Word for word, transcribe the data below from the line with "Extract the road" to the line with "Which roads connect", keeping both of those lines.

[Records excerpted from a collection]
++++++

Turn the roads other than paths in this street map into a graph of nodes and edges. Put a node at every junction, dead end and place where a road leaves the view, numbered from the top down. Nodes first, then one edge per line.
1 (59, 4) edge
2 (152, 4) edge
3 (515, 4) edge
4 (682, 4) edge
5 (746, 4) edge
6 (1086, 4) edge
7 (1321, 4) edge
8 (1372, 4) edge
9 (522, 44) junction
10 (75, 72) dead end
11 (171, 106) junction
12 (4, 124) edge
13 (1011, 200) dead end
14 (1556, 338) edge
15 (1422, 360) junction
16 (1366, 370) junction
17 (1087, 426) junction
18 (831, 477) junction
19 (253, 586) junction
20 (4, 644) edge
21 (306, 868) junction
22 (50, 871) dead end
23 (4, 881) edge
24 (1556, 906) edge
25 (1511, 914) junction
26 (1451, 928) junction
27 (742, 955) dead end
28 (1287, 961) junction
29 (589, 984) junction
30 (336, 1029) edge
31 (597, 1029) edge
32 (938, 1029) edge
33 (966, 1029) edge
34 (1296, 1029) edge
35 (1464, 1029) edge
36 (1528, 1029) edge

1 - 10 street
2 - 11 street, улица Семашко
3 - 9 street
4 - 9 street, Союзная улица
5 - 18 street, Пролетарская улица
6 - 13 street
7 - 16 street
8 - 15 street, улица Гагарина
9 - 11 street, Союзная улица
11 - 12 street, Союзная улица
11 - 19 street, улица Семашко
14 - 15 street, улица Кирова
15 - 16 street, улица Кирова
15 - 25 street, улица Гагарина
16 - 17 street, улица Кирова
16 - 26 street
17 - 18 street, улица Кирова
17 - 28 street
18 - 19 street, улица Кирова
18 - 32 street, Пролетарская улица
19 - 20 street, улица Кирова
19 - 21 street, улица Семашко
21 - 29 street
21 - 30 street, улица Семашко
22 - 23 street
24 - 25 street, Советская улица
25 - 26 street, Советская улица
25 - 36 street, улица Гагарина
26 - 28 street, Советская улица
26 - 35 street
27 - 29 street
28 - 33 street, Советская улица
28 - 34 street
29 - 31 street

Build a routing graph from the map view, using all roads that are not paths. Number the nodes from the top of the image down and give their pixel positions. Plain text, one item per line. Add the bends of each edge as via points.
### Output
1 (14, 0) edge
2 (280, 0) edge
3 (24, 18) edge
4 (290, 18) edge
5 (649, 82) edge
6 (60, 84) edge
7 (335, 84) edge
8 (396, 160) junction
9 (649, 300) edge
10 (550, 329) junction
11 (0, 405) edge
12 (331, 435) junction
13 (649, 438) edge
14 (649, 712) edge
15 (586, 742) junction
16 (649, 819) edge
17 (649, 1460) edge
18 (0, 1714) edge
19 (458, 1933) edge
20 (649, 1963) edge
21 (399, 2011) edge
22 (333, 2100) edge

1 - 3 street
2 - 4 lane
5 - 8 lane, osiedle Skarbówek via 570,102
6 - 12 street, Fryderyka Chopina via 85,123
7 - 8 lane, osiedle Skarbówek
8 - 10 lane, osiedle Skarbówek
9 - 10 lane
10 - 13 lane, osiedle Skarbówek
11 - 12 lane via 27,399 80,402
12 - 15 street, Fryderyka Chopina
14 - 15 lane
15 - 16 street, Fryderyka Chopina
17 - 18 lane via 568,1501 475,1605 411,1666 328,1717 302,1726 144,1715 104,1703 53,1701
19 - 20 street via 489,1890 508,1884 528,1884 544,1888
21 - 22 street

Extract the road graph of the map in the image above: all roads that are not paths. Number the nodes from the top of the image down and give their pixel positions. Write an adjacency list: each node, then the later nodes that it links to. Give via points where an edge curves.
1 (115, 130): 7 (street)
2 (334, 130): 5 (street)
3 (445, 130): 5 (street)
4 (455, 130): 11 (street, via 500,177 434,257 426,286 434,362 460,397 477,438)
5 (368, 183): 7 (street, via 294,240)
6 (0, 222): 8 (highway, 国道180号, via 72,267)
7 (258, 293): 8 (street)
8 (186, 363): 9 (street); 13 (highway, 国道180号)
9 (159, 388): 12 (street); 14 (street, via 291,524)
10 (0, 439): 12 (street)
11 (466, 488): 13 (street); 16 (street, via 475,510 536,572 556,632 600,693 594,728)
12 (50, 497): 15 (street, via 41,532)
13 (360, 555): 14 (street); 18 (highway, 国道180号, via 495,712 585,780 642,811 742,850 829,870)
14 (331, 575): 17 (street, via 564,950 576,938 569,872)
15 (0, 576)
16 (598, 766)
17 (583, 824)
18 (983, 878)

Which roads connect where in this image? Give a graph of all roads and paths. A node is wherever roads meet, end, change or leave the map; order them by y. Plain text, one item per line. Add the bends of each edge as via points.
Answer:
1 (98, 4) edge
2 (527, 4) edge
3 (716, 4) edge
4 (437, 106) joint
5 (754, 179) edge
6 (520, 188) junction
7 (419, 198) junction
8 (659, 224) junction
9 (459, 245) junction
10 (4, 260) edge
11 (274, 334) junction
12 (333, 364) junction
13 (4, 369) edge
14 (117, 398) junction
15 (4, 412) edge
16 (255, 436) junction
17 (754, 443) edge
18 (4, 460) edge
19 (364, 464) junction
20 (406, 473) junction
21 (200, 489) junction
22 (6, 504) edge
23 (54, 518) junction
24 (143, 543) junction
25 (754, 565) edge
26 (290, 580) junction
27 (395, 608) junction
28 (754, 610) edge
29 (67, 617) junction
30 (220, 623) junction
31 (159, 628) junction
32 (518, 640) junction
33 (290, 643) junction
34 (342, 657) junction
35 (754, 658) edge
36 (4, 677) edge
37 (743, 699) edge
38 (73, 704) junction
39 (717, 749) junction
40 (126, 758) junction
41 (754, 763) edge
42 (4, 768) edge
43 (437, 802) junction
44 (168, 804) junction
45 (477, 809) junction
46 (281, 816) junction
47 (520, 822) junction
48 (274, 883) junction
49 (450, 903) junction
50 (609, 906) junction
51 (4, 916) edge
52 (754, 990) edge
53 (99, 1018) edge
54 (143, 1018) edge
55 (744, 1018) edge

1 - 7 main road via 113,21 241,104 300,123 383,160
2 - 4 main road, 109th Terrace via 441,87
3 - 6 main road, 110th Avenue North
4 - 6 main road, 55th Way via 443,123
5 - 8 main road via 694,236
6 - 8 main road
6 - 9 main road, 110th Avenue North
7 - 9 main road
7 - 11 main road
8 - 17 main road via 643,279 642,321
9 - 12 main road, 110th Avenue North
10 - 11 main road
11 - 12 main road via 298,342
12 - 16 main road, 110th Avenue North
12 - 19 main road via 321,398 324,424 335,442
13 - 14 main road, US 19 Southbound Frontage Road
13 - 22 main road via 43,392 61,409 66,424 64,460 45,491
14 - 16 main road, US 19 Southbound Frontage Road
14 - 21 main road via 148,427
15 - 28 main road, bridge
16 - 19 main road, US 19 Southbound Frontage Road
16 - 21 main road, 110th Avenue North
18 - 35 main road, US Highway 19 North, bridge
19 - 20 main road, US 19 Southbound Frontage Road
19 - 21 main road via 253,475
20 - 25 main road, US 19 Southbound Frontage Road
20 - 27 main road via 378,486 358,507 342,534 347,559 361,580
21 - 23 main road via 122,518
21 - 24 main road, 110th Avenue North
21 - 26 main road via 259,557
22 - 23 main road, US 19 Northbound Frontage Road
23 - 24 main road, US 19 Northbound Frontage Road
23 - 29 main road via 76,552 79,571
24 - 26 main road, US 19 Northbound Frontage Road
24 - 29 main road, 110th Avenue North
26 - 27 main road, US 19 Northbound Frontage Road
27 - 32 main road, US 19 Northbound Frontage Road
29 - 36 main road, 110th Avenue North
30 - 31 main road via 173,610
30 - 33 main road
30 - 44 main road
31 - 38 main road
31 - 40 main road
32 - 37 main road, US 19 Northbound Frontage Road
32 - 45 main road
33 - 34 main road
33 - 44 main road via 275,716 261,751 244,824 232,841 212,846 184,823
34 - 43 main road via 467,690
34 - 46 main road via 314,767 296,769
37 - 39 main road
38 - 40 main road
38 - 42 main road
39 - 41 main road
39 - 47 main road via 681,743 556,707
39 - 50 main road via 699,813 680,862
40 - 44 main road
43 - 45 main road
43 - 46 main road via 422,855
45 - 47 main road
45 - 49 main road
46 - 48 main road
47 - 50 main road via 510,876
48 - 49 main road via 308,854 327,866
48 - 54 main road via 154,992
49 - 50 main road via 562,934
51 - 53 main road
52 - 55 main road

++++++

--- ANSWER BOX ---
Extract the road graph of the map in the image above: all roads that are not paths. Number the nodes from the top of the image down and give their pixel positions. Write an adjacency list: each node, then the later nodes that it links to. Give via points where an edge curves.
1 (115, 130): 7 (street)
2 (334, 130): 5 (street)
3 (445, 130): 5 (street)
4 (455, 130): 11 (street, via 500,177 434,257 426,286 434,362 460,397 477,438)
5 (368, 183): 7 (street, via 294,240)
6 (0, 222): 8 (highway, 国道180号, via 72,267)
7 (258, 293): 8 (street)
8 (186, 363): 9 (street); 13 (highway, 国道180号)
9 (159, 388): 12 (street); 14 (street, via 291,524)
10 (0, 439): 12 (street)
11 (466, 488): 13 (street); 16 (street, via 475,510 536,572 556,632 600,693 594,728)
12 (50, 497): 15 (street, via 41,532)
13 (360, 555): 14 (street); 18 (highway, 国道180号, via 495,712 585,780 642,811 742,850 829,870)
14 (331, 575): 17 (street, via 564,950 576,938 569,872)
15 (0, 576)
16 (598, 766)
17 (583, 824)
18 (983, 878)

Which roads connect where in this image? Give a graph of all roads and paths. A node is wherever roads meet, end, change or leave the map; order them by y. Plain text, one item per line. Add the bends of each edge as via points.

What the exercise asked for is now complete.